Saved data entries –
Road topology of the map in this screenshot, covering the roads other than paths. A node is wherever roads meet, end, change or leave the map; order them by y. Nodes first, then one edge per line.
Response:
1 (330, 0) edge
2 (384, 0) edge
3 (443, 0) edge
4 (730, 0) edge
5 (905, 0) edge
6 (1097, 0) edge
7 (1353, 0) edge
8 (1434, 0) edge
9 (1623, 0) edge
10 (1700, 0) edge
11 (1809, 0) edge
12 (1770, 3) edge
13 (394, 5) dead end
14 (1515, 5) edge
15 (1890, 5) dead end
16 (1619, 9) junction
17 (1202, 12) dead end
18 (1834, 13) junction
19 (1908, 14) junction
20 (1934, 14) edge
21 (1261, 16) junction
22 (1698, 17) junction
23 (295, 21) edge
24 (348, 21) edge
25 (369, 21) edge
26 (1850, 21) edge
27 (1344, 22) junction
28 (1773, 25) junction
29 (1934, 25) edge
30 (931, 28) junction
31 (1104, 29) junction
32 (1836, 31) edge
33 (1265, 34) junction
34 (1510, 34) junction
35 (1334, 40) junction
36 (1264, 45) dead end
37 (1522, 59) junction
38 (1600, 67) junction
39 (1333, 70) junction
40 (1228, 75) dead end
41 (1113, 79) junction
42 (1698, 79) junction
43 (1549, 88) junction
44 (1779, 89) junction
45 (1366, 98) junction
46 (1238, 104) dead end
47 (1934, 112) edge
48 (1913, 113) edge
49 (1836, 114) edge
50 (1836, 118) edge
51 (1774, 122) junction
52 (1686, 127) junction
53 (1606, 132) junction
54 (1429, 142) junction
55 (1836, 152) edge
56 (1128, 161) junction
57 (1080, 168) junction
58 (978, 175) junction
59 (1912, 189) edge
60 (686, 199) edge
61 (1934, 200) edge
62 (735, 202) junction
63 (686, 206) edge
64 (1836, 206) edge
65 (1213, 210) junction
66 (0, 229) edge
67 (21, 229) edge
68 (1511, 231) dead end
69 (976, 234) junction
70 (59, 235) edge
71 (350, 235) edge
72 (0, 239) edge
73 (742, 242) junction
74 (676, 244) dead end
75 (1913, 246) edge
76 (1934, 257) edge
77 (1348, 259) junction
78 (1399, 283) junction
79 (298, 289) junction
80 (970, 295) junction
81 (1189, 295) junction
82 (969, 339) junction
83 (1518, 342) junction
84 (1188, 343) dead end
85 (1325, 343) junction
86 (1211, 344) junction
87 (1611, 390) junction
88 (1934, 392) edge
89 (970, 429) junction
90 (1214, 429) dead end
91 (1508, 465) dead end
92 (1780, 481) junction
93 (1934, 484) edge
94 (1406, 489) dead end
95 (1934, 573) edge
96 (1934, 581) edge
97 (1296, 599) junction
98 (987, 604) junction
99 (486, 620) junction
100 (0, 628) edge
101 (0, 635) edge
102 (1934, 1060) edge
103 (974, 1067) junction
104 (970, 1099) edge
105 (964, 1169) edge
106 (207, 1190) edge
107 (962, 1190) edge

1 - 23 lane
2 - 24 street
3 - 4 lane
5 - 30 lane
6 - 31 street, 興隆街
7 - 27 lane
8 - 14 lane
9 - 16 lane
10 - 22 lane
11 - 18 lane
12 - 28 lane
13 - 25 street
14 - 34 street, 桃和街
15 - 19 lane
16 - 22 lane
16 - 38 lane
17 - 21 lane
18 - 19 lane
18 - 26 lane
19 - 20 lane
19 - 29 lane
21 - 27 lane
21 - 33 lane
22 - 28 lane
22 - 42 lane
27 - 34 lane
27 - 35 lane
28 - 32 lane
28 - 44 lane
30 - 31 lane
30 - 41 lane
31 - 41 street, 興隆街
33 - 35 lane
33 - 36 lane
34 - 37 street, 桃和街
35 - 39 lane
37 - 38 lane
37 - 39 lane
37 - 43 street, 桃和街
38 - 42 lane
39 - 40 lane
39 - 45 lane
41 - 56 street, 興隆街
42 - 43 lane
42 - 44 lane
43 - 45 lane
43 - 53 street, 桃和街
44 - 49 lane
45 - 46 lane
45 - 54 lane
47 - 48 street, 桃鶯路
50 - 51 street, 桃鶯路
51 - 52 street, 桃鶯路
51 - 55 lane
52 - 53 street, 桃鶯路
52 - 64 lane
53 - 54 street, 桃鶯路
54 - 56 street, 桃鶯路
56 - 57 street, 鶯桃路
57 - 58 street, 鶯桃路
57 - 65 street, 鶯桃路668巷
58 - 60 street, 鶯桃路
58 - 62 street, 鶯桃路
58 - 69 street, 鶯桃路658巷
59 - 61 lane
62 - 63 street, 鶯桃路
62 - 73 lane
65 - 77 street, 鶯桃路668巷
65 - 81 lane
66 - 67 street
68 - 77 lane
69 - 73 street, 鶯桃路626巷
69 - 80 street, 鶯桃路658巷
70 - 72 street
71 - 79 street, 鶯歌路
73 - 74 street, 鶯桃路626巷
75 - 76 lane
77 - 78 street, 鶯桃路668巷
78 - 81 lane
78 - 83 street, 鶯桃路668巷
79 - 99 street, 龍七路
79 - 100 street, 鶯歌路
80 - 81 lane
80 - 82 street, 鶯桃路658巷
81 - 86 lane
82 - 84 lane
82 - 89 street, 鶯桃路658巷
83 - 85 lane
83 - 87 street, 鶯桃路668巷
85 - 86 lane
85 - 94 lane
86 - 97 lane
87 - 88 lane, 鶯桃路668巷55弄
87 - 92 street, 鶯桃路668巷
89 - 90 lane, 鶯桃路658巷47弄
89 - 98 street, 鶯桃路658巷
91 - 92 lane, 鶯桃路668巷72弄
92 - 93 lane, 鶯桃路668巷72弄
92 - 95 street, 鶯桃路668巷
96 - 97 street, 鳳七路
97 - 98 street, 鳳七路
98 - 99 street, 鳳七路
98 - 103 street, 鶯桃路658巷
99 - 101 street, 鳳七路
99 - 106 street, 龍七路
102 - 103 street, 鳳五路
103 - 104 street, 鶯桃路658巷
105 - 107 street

About this task –
Work out how many lines of the data hold the string "dead". Reply with that number alone.

Reply to the task –
12